Sumó 73 partidos en todas las competiciones con Chelsea, con 10 goles y 11 asistencias. Un balance irregular para un futbolista que llegó desde el Shakhtar en enero de 2023 por hasta 89 millones de libras, pero también suficiente para entender por qué el Tottenham prefiere apostar por una resurrección antes que darle por perdido.

La visión de De Zerbi sobre la operación

Roberto De Zerbi conoce a Mudryk de una etapa anterior en su carrera y respaldó con firmeza la operación. "Habiendo trabajado con Misha al principio de su carrera, sé exactamente lo que puede aportar a nuestro conjunto", dijo a través de standard.co.uk.

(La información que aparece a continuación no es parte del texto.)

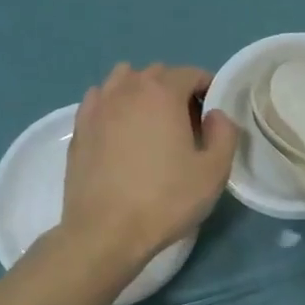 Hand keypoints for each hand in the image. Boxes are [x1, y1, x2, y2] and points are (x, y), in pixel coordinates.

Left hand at [60, 63, 239, 273]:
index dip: (207, 88)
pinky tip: (120, 129)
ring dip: (142, 91)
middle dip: (175, 89)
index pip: (190, 73)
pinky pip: (100, 100)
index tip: (213, 114)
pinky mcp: (79, 128)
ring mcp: (97, 107)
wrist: (105, 231)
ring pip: (123, 81)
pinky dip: (114, 105)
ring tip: (151, 123)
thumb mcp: (214, 172)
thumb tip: (215, 114)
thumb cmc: (165, 200)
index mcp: (162, 93)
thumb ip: (224, 134)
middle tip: (186, 123)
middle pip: (157, 74)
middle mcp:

De Zerbi añadió: "Le voy a exigir mucho a Misha y es nuestro trabajo ayudarle a encontrar la mejor versión de sí mismo. Si lo conseguimos, puede convertirse en un futbolista muy importante para nosotros. Estoy muy contento de que haya elegido venir aquí y tengo muchas ganas de volver a trabajar con él".

Ahí está la verdadera lectura. El Tottenham no compra certezas, compra a un futbolista que necesita volver a coger ritmo, y ha diseñado la operación para que el riesgo quede contenido salvo que la segunda mitad de la temporada se dispare en su favor.